‘That is the precise state of the case. Here is [51] ]the prospector who discovered our bonanza, and will explain.’

‘Best reef I ever seen,’ interposed the grizzled veteran—‘and I’m a “forty-niner.” So that says somethin’. If no one’s dropped across my cache (as the trappers say) there’s enough to make all our fortunes twice over. We can be t’other side of that there hill inside of twelve hours.’

‘Shortly. You understand enough of mining law, I presume, to see that though we can take up a Reward Claim, we can’t work it with two men. I see by your hands—excuse me—that the manual part of mining is not unknown to you. We must take in some one. I prefer, and so does Jack, to work with gentlemen, so I’m prepared to offer you such shares as may be further agreed between us when the allocation takes place.’

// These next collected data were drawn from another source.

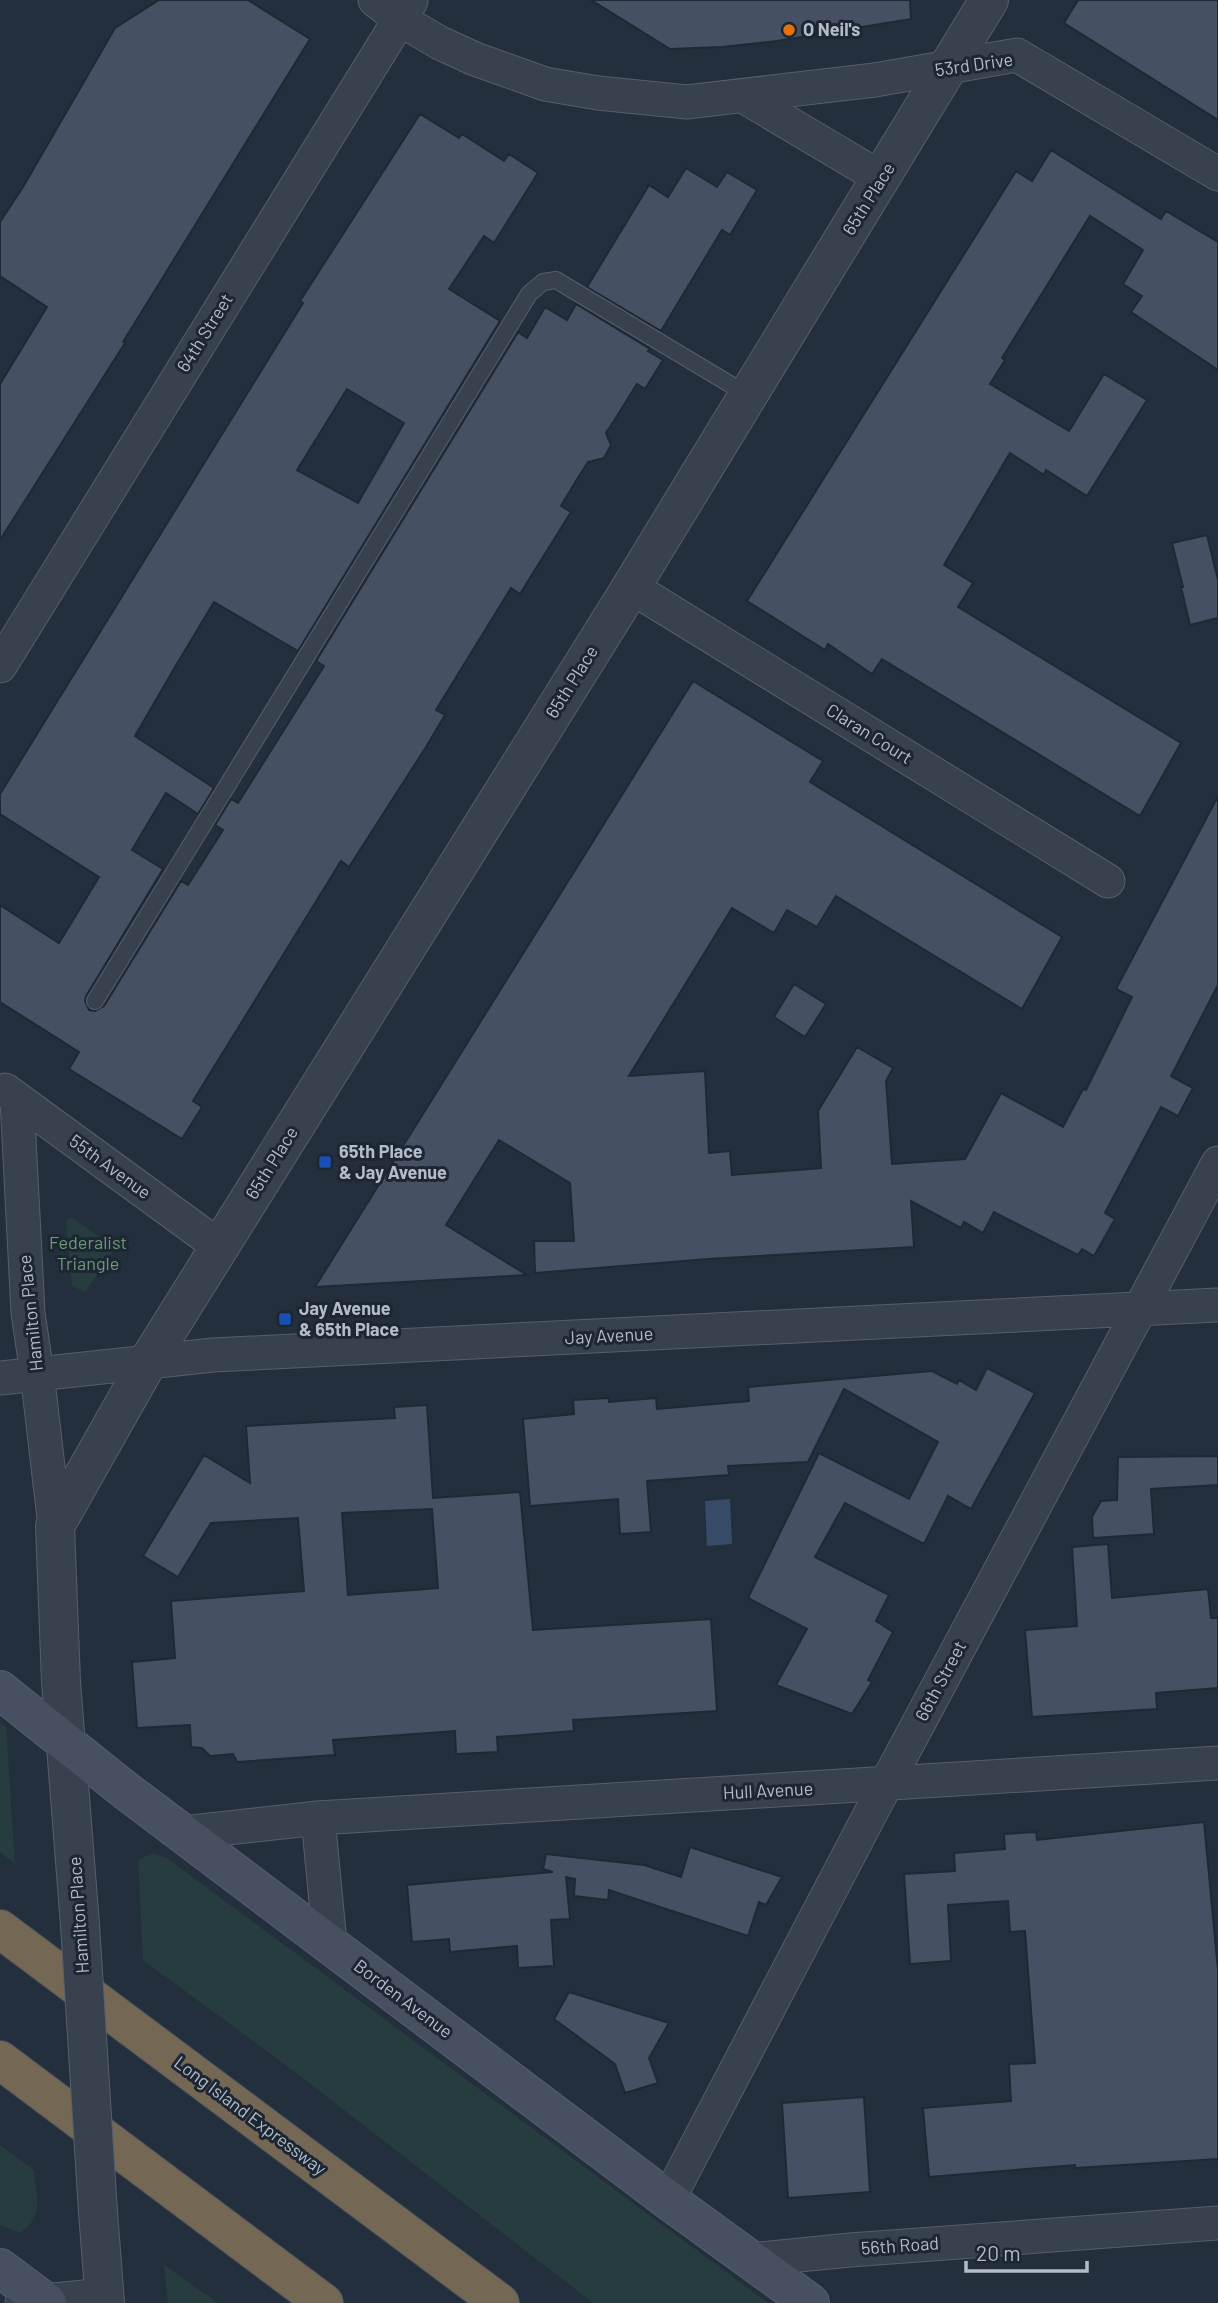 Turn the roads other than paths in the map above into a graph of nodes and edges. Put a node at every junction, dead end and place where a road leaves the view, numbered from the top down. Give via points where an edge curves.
1 (989, 0) edge
2 (395, 6) edge
3 (948, 68) junction
4 (743, 96) junction
5 (1218, 174) edge
6 (881, 178) junction
7 (748, 395) junction
8 (631, 587) junction
9 (0, 666) edge
10 (1108, 881) dead end
11 (95, 1001) dead end
12 (8, 1093) edge
13 (1218, 1163) edge
14 (220, 1247) junction
15 (1218, 1305) edge
16 (1140, 1310) junction
17 (149, 1360) junction
18 (37, 1373) junction
19 (0, 1378) edge
20 (55, 1526) junction
21 (0, 1690) edge
22 (67, 1744) junction
23 (1218, 1763) edge
24 (886, 1784) junction
25 (318, 1818) junction
26 (183, 1833) junction
27 (0, 1929) edge
28 (330, 1943) junction
29 (0, 2060) edge
30 (668, 2200) junction
31 (1218, 2223) edge
32 (749, 2260) junction
33 (0, 2268) edge
34 (105, 2299) edge
35 (37, 2302) edge
36 (324, 2303) edge
37 (500, 2303) edge
38 (810, 2303) edge

1 - 3 street, 65th Place
2 - 4 street, 53rd Drive via 440,43 545,84 687,102
2 - 9 street, 64th Street
3 - 4 street, 53rd Drive
3 - 5 street, 53rd Drive via 1017,55
3 - 6 street, 65th Place
4 - 6 street
6 - 7 street, 65th Place
7 - 8 street, 65th Place
7 - 11 lane via 556,280 543,282 529,294
8 - 10 street, Claran Court
8 - 14 street, 65th Place
12 - 14 street, 55th Avenue
12 - 18 street, Hamilton Place via 27,1313
13 - 16 street, 66th Street
14 - 17 street, 65th Place
15 - 16 street, Jay Avenue
16 - 17 street, Jay Avenue
16 - 24 street, 66th Street
17 - 18 street, Jay Avenue
17 - 20 street
18 - 19 street, Jay Avenue
18 - 20 street, Hamilton Place
20 - 22 street, Hamilton Place
21 - 22 main road, Borden Avenue
22 - 26 main road, Borden Avenue
22 - 34 street, Hamilton Place, bridge
23 - 24 street, Hull Avenue
24 - 25 street, Hull Avenue
24 - 30 street, 66th Street
25 - 26 street, Hull Avenue
25 - 28 street
26 - 28 main road, Borden Avenue
27 - 37 highway, Long Island Expressway
28 - 30 main road, Borden Avenue
29 - 36 highway
30 - 32 main road, Borden Avenue
31 - 32 street, 56th Road
32 - 38 main road, Borden Avenue
33 - 35 main road
34 - 35 street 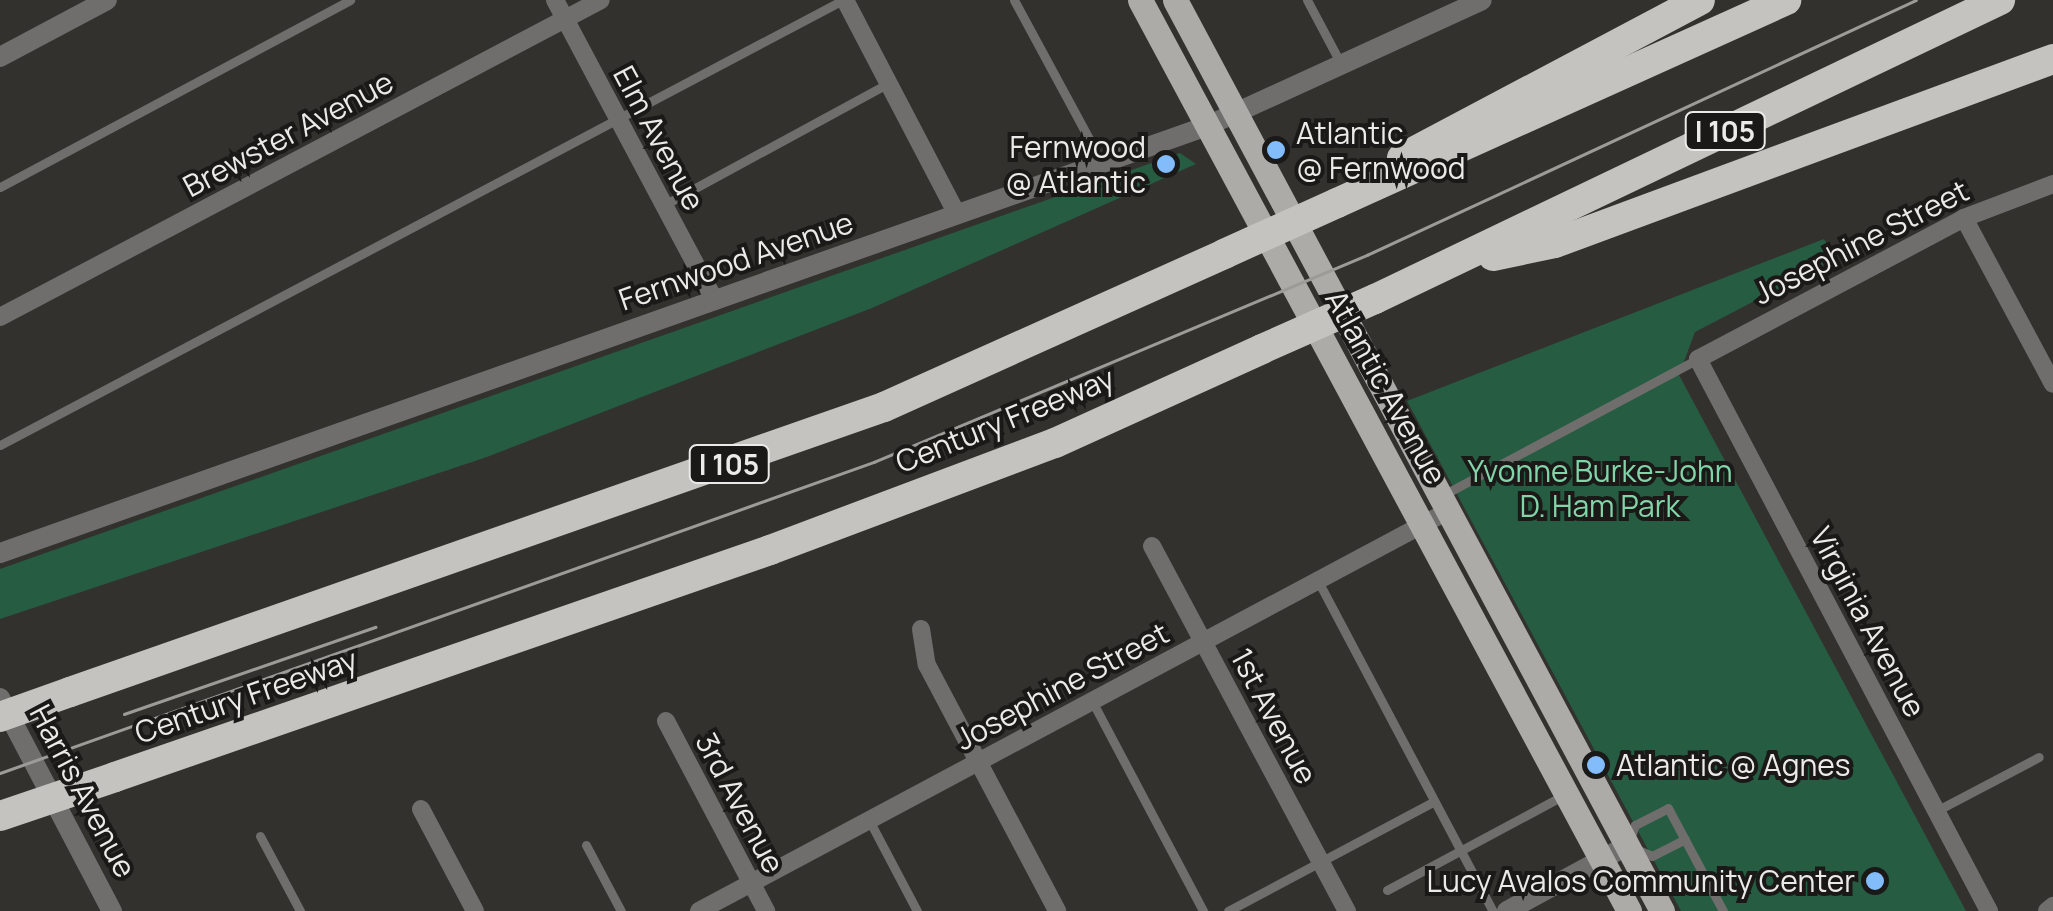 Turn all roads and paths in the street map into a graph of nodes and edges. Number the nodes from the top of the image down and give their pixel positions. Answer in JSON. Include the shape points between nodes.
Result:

‘It sounds too good to be true,’ said Newstead. ‘You are not going to lure us into a cavern and slay us for our property, are you? But one can’t help regarding oneself as the modernest Aladdin. In any case, I say, done with you, magician or no! and so does Denzil, if I know him. Allow me to help pack, and follow, as Dick Burton used to write to his wife—the pay portion of the injunction must await developments.’

. . . . . . . . .

The journey was resumed, the saddle was removed from the leader’s back, and placed in the waggonette, as were also the effects of the new associates. Apparently willing workers, they proved themselves cheery and entertaining companions.

[52]
]
Unaffected in manner and simple of speech, it was yet apparent, though they conversed on perfectly equal terms with old Jack as with the Commissioner, that they had moved in the haute volée of English society.

They made no statement to that effect, but it was indirectly plain to the Commissioner, himself an aristocrat by birth and social surroundings, that such was the case. It was many a year since he had been ‘home,’ yet, nevertheless, the merry chatter of these youngsters, which, though careless, was redolent of the best English ‘form,’ was refreshing in the life of a man who, though long absent from the old country, was yet in full sympathy with her ideas and traditions. So they fared on for the long remaining hours of the day, until they reached the spinifex flat, immediately adjacent to the base of the hill which had been so long within sight, but without reaching the gradually ascending ‘rise’ which led to a plateau slightly above the level of the plain. Here they halted—to feed the horses and await the rising of the moon—after which the journey would recommence.

‘We can’t afford to take no risks,’ said the old man; ‘we might have another party comin’ along from “the Cross” way. And if they got there first—some men’s that smart, you’d a’most swear as they could smell the gold—there’d be a barney over it; and law, likely as not, which you never know how it might turn out. So I’m thinkin’ it’s best to go on, and collar right away—that’ll put an end to all bother in one act.’

[53]
]
As the other members of the party were, more or less, excited and ardent with the thought that the tedious journey was nearly at an end, with fame and fortune almost within their grasp (for when is fortune achieved without fame following dutifully behind the triumphal car?)—the Commissioner, with the far-off cottage ready to be illumined with the glad tidings, and the children’s shouts almost in his ears; the young men, fired with the idea of a return to England with a record rivalling that of the hero who ‘broke the bank at Monte Carlo,’—no objection was raised. And when the moon, nearly at her full, rose slowly over the horizon, commencing to flood the wide bare solitudes, the plain, the hill crags, the mighty sweep of waterless silent landscape, and deserted save for themselves, it seemed a weird mockery to expect anything of the nature of wealth won from a region so far removed from the benevolence of Nature or of man.